= AIM OF THE TASK =
Every record below must be returned exactly as it was received.

= DATA FOR THIS TASK =

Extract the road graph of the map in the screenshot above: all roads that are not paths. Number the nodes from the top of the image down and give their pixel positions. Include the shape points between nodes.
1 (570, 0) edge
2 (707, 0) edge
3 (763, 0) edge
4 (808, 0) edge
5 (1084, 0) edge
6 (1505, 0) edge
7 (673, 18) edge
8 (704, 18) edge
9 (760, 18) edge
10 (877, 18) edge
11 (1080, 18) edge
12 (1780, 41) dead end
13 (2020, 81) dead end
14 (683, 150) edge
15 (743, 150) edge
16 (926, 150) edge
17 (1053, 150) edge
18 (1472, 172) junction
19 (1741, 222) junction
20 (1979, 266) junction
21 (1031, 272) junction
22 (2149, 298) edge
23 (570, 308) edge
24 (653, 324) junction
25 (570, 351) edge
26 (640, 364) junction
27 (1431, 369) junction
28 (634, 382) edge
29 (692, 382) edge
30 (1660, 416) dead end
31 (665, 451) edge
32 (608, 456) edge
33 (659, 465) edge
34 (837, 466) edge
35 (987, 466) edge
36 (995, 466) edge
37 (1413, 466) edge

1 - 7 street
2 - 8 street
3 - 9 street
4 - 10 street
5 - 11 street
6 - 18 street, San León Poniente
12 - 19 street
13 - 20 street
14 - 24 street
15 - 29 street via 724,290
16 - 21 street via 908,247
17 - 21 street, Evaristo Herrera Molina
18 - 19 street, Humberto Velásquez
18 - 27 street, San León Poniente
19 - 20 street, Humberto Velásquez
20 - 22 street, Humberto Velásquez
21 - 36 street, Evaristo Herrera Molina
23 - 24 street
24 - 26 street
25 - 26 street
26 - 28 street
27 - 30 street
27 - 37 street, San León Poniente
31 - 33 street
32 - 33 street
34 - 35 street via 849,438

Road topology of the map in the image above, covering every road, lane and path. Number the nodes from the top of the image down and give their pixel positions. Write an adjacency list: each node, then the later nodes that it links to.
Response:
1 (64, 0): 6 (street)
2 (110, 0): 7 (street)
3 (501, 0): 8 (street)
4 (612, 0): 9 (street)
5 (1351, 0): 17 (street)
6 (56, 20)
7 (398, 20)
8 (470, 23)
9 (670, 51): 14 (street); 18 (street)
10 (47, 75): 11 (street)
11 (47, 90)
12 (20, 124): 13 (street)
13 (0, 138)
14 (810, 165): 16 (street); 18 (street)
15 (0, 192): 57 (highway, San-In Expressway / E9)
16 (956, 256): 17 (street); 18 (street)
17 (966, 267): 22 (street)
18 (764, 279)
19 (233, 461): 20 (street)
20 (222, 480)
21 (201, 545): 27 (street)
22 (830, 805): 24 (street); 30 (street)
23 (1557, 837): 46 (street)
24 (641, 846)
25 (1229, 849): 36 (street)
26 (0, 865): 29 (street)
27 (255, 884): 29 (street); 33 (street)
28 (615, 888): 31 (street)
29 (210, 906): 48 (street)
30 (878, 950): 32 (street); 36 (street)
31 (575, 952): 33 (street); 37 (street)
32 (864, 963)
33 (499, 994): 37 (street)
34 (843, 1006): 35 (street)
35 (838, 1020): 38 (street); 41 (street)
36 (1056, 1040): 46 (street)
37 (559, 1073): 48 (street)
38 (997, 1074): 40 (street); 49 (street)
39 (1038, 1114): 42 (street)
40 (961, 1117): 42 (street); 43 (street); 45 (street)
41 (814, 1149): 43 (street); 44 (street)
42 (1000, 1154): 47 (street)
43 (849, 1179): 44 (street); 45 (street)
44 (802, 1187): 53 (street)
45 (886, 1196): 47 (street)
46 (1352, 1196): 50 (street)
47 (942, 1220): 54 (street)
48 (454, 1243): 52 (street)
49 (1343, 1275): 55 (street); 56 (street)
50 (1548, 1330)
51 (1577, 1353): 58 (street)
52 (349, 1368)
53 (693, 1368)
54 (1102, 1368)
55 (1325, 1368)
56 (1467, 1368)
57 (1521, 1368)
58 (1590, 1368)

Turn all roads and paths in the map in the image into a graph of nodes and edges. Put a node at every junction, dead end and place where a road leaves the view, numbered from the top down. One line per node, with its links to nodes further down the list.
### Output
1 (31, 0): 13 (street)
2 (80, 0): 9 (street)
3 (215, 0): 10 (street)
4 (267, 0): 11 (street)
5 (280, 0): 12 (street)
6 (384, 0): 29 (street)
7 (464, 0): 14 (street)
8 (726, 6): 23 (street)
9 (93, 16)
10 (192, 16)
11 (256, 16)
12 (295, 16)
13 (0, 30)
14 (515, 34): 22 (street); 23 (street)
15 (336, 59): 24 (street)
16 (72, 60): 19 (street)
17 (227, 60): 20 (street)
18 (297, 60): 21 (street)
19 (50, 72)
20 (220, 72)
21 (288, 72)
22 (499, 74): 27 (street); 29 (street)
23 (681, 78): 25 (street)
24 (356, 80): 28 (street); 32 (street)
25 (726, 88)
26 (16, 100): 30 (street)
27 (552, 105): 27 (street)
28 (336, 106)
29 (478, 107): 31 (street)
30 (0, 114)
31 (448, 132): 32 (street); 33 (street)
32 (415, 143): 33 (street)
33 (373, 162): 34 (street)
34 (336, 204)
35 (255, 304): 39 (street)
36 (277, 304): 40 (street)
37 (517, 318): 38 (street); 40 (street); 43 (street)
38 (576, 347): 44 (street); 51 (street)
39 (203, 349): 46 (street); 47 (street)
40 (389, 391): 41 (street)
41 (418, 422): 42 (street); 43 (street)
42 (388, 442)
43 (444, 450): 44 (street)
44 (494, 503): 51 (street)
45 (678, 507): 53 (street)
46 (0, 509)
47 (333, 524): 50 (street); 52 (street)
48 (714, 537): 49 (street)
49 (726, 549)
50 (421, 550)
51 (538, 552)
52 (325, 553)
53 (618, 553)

= RESPONSE AREA =
Extract the road graph of the map in the screenshot above: all roads that are not paths. Number the nodes from the top of the image down and give their pixel positions. Include the shape points between nodes.
1 (570, 0) edge
2 (707, 0) edge
3 (763, 0) edge
4 (808, 0) edge
5 (1084, 0) edge
6 (1505, 0) edge
7 (673, 18) edge
8 (704, 18) edge
9 (760, 18) edge
10 (877, 18) edge
11 (1080, 18) edge
12 (1780, 41) dead end
13 (2020, 81) dead end
14 (683, 150) edge
15 (743, 150) edge
16 (926, 150) edge
17 (1053, 150) edge
18 (1472, 172) junction
19 (1741, 222) junction
20 (1979, 266) junction
21 (1031, 272) junction
22 (2149, 298) edge
23 (570, 308) edge
24 (653, 324) junction
25 (570, 351) edge
26 (640, 364) junction
27 (1431, 369) junction
28 (634, 382) edge
29 (692, 382) edge
30 (1660, 416) dead end
31 (665, 451) edge
32 (608, 456) edge
33 (659, 465) edge
34 (837, 466) edge
35 (987, 466) edge
36 (995, 466) edge
37 (1413, 466) edge

1 - 7 street
2 - 8 street
3 - 9 street
4 - 10 street
5 - 11 street
6 - 18 street, San León Poniente
12 - 19 street
13 - 20 street
14 - 24 street
15 - 29 street via 724,290
16 - 21 street via 908,247
17 - 21 street, Evaristo Herrera Molina
18 - 19 street, Humberto Velásquez
18 - 27 street, San León Poniente
19 - 20 street, Humberto Velásquez
20 - 22 street, Humberto Velásquez
21 - 36 street, Evaristo Herrera Molina
23 - 24 street
24 - 26 street
25 - 26 street
26 - 28 street
27 - 30 street
27 - 37 street, San León Poniente
31 - 33 street
32 - 33 street
34 - 35 street via 849,438

Road topology of the map in the image above, covering every road, lane and path. Number the nodes from the top of the image down and give their pixel positions. Write an adjacency list: each node, then the later nodes that it links to.
Response:
1 (64, 0): 6 (street)
2 (110, 0): 7 (street)
3 (501, 0): 8 (street)
4 (612, 0): 9 (street)
5 (1351, 0): 17 (street)
6 (56, 20)
7 (398, 20)
8 (470, 23)
9 (670, 51): 14 (street); 18 (street)
10 (47, 75): 11 (street)
11 (47, 90)
12 (20, 124): 13 (street)
13 (0, 138)
14 (810, 165): 16 (street); 18 (street)
15 (0, 192): 57 (highway, San-In Expressway / E9)
16 (956, 256): 17 (street); 18 (street)
17 (966, 267): 22 (street)
18 (764, 279)
19 (233, 461): 20 (street)
20 (222, 480)
21 (201, 545): 27 (street)
22 (830, 805): 24 (street); 30 (street)
23 (1557, 837): 46 (street)
24 (641, 846)
25 (1229, 849): 36 (street)
26 (0, 865): 29 (street)
27 (255, 884): 29 (street); 33 (street)
28 (615, 888): 31 (street)
29 (210, 906): 48 (street)
30 (878, 950): 32 (street); 36 (street)
31 (575, 952): 33 (street); 37 (street)
32 (864, 963)
33 (499, 994): 37 (street)
34 (843, 1006): 35 (street)
35 (838, 1020): 38 (street); 41 (street)
36 (1056, 1040): 46 (street)
37 (559, 1073): 48 (street)
38 (997, 1074): 40 (street); 49 (street)
39 (1038, 1114): 42 (street)
40 (961, 1117): 42 (street); 43 (street); 45 (street)
41 (814, 1149): 43 (street); 44 (street)
42 (1000, 1154): 47 (street)
43 (849, 1179): 44 (street); 45 (street)
44 (802, 1187): 53 (street)
45 (886, 1196): 47 (street)
46 (1352, 1196): 50 (street)
47 (942, 1220): 54 (street)
48 (454, 1243): 52 (street)
49 (1343, 1275): 55 (street); 56 (street)
50 (1548, 1330)
51 (1577, 1353): 58 (street)
52 (349, 1368)
53 (693, 1368)
54 (1102, 1368)
55 (1325, 1368)
56 (1467, 1368)
57 (1521, 1368)
58 (1590, 1368)

Turn all roads and paths in the map in the image into a graph of nodes and edges. Put a node at every junction, dead end and place where a road leaves the view, numbered from the top down. One line per node, with its links to nodes further down the list.
### Output
1 (31, 0): 13 (street)
2 (80, 0): 9 (street)
3 (215, 0): 10 (street)
4 (267, 0): 11 (street)
5 (280, 0): 12 (street)
6 (384, 0): 29 (street)
7 (464, 0): 14 (street)
8 (726, 6): 23 (street)
9 (93, 16)
10 (192, 16)
11 (256, 16)
12 (295, 16)
13 (0, 30)
14 (515, 34): 22 (street); 23 (street)
15 (336, 59): 24 (street)
16 (72, 60): 19 (street)
17 (227, 60): 20 (street)
18 (297, 60): 21 (street)
19 (50, 72)
20 (220, 72)
21 (288, 72)
22 (499, 74): 27 (street); 29 (street)
23 (681, 78): 25 (street)
24 (356, 80): 28 (street); 32 (street)
25 (726, 88)
26 (16, 100): 30 (street)
27 (552, 105): 27 (street)
28 (336, 106)
29 (478, 107): 31 (street)
30 (0, 114)
31 (448, 132): 32 (street); 33 (street)
32 (415, 143): 33 (street)
33 (373, 162): 34 (street)
34 (336, 204)
35 (255, 304): 39 (street)
36 (277, 304): 40 (street)
37 (517, 318): 38 (street); 40 (street); 43 (street)
38 (576, 347): 44 (street); 51 (street)
39 (203, 349): 46 (street); 47 (street)
40 (389, 391): 41 (street)
41 (418, 422): 42 (street); 43 (street)
42 (388, 442)
43 (444, 450): 44 (street)
44 (494, 503): 51 (street)
45 (678, 507): 53 (street)
46 (0, 509)
47 (333, 524): 50 (street); 52 (street)
48 (714, 537): 49 (street)
49 (726, 549)
50 (421, 550)
51 (538, 552)
52 (325, 553)
53 (618, 553)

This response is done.